Natürlich enthält die Mundorgel nicht nur Quatschlieder. Das erstmals 1953 erschienene Liederbuch aus dem gleichnamigen Verlag ist neben dem Globus-Part in diese Kapitel unterteilt: „Jeden Morgen geht die Sonne auf“, „Abend wird es wieder“, „Gott liebt diese Welt“, „Wer jetzig Zeiten leben will“, „Wir sind jung, die Welt ist offen“ und „Wiegende Wellen auf wogender See“.

Ich bin bei weitem nicht die einzige, die sich immer noch gern an das kleine rote Büchlein erinnert. Als ich das mal bei Twitter erwähnt habe, gab es viele begeisterte, aber auch kritische Reaktionen. Einfach mal die Antworten lesen.

Die Mundorgel hat in den langen Jahren, in denen es sie gibt, viele Veränderungen durchgemacht, vor allem äußerlich, wie ein Blick auf die Seiten des Verlags zeigt. Die knallrote Farbe hat das Büchlein erst 1964 bekommen, danach hat sich das Design immer mal wieder leicht verändert. Offenbar von Anfang an gab es jeweils eine Text- und eine Notenausgabe. Ich kenne nur die Notenausgabe. Vor einiger Zeit habe ich mich mal mit einer Reihe von Fragen an den Mundorgel-Verlag gewandt, um diesen Beitrag mit deren Antworten zu versehen. Leider habe ich nie eine Antwort bekommen.

Passt die Mundorgel die Lieder dem Zeitgeist an?

Ich hatte dem Wikipedia-Eintrag entnommen, dass die Auswahl der Lieder immer mal verändert und dem Zeitgeist angepasst wurde. Dafür hätte ich gern einige Beispiele gewusst für Lieder, die in den ersten Ausgaben enthalten waren, aber später aus weltanschaulichen Gründen gestrichen wurden? Und auch ob es aktuell Überlegungen gibt, in einer Überarbeitung Lieder zu streichen und neue dazu zu nehmen? Nach welchen Kriterien passiert das?. Ich wollte wissen, ob neueren Strömungen (Identitätspolitik/Antirassismus/geschlechtergerechte Sprache) Rechnung getragen wird.
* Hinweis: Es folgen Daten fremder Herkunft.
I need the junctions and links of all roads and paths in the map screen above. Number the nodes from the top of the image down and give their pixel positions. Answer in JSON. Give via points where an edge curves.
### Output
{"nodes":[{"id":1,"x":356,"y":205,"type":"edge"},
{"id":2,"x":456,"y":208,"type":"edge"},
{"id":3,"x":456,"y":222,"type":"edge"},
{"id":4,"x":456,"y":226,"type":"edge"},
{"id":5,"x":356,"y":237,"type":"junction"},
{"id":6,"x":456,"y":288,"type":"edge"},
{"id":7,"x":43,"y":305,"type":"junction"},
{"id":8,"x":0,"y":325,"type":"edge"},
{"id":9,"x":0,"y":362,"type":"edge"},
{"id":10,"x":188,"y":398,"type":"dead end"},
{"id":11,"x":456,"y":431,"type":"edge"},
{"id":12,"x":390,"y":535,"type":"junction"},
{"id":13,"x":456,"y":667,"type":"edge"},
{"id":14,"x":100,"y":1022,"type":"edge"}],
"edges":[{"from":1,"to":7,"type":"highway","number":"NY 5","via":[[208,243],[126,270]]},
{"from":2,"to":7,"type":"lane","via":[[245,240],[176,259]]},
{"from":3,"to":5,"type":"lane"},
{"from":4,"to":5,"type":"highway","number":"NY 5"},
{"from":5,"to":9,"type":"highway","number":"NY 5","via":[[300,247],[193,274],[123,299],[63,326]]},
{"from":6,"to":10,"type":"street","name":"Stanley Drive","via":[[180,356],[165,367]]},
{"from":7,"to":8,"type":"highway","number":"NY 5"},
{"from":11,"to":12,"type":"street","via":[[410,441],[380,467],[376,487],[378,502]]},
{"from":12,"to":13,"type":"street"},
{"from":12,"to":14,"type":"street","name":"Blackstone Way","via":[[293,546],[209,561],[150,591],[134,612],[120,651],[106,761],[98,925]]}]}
Immerhin sind in meiner Ausgabe von 1982 schon Anklänge von Geschlechtergerechtigkeit zu finden: „Wer sagt, dass Mädchen dümmer sind, wer sagt, dass Mädchen immer albern sind, wer sagt, dass Mädchen schüchtern sind, der spinnt, der spinnt, der spinnt!“, heißt es in dem gleichnamigen Lied, Text von 1978. Andere Lieder scheinen nicht mehr zeitgemäß zu sein. „Wildgänse rauschen durch die Nacht“ und „Hoch überm Tale standen unsere Zelte“ – nicht zu verwechseln mit „Jenseits des Tales“ – haben zwar schöne Melodien, sind aber für mich textlich doch recht aus der Zeit gefallen. Die Wildgänse sind ein mittlerweile umstrittenes Kriegslied von 1915. Die Zelte im Tal haben einen sehr martialischen Text.

Einerseits kann ich verstehen, dass die Mundorgel heute längst nicht mehr so populär ist wie früher, die Zeiten ändern sich halt. Wer sitzt schon noch zusammen und singt? Was ich sehr schade finde, mir hat das Singen immer viel Spaß gemacht, ob im Chor wie heute noch oder als Jugendliche aus der Mundorgel. Wäre nicht gerade am heutigen Pfingstsonntag ein guter Anlass, um Bolle nochmal zu Pfingsten nach Pankow reisen zu lassen?